# DATA TO USE

- - -

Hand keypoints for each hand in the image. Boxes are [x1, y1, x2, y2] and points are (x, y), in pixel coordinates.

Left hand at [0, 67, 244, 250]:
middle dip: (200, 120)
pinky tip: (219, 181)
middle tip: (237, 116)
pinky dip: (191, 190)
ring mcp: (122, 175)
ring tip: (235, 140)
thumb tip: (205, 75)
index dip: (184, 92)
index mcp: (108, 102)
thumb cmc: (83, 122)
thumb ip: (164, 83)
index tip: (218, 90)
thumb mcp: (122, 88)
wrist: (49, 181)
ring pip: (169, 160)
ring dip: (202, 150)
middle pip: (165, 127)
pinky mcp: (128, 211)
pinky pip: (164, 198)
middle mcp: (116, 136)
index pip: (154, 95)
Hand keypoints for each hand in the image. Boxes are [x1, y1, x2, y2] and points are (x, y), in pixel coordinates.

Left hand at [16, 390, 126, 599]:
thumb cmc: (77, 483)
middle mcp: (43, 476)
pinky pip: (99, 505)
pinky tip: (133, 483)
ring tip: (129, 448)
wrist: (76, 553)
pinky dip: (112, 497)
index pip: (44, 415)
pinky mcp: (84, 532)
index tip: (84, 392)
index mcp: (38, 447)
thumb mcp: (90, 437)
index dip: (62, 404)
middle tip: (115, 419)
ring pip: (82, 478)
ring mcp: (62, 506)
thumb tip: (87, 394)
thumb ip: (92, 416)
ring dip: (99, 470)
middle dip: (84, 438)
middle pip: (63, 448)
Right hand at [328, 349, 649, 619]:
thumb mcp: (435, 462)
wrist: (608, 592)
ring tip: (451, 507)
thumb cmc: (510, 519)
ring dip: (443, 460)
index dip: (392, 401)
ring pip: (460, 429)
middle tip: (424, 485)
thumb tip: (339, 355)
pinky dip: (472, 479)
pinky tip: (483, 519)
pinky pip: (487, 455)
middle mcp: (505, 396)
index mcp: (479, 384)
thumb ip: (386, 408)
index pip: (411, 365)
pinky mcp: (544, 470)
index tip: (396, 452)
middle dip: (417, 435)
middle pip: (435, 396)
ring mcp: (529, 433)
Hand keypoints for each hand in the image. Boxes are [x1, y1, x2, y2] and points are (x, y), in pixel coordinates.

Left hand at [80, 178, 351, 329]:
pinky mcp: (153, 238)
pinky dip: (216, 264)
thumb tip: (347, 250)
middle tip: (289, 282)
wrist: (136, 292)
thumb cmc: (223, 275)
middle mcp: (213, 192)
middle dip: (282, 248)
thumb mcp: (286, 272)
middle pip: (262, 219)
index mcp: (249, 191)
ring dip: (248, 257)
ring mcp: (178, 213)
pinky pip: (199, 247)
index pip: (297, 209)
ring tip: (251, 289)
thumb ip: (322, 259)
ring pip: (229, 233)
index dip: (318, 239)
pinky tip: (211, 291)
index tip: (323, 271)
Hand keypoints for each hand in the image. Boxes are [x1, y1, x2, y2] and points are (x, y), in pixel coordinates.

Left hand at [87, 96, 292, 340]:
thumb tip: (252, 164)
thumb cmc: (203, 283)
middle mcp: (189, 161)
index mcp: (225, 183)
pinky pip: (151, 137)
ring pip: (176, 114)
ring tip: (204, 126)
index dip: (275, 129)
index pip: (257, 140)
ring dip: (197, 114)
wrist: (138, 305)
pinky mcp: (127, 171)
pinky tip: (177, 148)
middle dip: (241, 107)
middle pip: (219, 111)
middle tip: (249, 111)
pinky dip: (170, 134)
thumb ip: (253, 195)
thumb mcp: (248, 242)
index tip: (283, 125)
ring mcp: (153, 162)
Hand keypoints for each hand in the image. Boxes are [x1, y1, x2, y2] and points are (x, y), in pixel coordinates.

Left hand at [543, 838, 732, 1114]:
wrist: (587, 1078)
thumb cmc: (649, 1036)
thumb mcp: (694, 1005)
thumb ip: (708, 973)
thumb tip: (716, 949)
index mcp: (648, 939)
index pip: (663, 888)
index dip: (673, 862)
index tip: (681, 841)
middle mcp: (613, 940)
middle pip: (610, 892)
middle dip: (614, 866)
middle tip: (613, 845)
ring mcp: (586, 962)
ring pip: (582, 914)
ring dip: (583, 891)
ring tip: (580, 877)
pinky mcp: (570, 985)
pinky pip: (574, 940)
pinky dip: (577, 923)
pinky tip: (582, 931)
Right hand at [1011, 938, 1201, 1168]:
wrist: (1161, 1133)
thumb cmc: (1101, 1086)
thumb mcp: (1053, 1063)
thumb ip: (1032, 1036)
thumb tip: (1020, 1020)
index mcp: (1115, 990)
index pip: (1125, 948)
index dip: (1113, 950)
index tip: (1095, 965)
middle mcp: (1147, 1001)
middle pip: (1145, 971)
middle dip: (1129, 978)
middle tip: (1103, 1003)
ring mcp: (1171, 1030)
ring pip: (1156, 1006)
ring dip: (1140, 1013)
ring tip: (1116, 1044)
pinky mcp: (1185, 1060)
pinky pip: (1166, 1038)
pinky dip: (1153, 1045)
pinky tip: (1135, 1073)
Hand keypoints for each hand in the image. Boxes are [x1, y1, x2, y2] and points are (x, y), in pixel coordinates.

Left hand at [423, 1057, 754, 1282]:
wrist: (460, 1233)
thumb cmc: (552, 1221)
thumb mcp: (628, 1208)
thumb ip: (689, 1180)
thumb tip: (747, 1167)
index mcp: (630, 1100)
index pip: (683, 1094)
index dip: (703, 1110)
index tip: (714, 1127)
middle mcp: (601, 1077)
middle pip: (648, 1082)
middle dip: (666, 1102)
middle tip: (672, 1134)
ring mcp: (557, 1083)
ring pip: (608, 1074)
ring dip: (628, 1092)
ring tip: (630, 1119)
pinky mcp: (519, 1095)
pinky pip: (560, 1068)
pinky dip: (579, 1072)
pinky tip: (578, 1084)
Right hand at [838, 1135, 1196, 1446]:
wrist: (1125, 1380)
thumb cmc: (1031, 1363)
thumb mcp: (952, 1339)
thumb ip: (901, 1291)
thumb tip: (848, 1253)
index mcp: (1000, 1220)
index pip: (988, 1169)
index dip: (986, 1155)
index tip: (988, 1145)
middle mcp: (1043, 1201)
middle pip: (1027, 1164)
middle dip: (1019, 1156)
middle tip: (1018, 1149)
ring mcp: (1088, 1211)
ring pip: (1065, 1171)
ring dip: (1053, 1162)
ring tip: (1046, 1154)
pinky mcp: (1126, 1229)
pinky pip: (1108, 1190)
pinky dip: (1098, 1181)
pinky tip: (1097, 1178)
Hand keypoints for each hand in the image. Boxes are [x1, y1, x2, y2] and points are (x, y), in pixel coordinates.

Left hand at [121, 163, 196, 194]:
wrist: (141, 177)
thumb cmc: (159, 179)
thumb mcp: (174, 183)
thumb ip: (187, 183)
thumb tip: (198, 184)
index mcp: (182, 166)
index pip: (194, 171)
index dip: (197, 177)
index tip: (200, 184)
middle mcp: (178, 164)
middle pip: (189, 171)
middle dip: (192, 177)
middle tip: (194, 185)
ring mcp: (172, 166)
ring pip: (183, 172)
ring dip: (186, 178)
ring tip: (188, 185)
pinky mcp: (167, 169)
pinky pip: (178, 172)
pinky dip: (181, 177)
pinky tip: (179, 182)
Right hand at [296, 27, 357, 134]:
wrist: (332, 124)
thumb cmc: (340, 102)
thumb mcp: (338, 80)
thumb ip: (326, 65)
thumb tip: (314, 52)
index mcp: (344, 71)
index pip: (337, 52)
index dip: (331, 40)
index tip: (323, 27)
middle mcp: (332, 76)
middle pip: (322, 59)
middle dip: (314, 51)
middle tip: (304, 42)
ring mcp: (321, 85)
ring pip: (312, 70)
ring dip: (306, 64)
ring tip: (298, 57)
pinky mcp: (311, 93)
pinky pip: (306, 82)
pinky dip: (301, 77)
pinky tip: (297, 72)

- - -

# EXERCISE DESCRIPTION
Scan the entries above for the line containing "thumb ip: (92, 416)", and copy it and all lines after it exactly, down to and including the line containing "index pip: (411, 365)".

# TASK RESULT
thumb ip: (92, 416)
ring dip: (99, 470)
middle dip: (84, 438)
middle pip: (63, 448)
Right hand at [328, 349, 649, 619]:
thumb mcp: (435, 462)
wrist: (608, 592)
ring tip: (451, 507)
thumb cmc: (510, 519)
ring dip: (443, 460)
index dip: (392, 401)
ring pip: (460, 429)
middle tip: (424, 485)
thumb tip: (339, 355)
pinky dip: (472, 479)
pinky tip: (483, 519)
pinky pip: (487, 455)
middle mcp: (505, 396)
index mcp: (479, 384)
thumb ip: (386, 408)
index pip: (411, 365)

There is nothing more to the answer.